*What you need to do*:
For the records below, give the number of lines in which "新安江大道" appears, and add nothing else.

************

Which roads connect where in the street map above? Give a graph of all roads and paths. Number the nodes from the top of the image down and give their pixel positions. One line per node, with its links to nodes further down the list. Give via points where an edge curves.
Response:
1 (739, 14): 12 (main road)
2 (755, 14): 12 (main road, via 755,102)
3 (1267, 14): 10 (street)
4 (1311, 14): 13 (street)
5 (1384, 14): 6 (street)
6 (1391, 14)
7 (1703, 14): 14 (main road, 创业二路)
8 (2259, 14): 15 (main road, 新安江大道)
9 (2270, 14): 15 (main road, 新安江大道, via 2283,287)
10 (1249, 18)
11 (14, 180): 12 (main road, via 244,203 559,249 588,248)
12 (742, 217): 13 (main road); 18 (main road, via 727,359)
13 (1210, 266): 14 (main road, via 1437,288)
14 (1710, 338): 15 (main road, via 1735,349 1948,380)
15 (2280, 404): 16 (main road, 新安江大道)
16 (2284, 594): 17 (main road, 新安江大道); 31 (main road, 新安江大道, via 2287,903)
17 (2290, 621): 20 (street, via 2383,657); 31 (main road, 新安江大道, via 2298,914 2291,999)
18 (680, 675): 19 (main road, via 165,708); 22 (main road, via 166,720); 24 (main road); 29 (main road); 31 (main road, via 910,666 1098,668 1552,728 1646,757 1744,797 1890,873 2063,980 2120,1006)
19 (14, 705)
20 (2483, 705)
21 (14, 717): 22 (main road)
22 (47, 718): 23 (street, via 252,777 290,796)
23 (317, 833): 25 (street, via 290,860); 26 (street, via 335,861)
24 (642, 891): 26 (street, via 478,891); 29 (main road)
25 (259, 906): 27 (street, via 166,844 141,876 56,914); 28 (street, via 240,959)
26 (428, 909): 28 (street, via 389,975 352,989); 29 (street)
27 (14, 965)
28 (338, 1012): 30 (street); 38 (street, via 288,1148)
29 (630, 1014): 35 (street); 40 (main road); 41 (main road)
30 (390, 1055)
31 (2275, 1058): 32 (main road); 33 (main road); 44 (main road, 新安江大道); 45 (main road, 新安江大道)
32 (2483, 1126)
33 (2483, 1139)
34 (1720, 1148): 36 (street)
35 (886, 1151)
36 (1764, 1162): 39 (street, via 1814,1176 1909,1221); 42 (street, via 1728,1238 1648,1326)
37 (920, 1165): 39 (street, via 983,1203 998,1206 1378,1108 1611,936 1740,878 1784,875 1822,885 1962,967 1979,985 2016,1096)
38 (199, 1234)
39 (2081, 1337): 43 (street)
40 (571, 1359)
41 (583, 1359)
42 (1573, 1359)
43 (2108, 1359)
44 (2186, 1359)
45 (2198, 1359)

************

*Solution for this task*:
6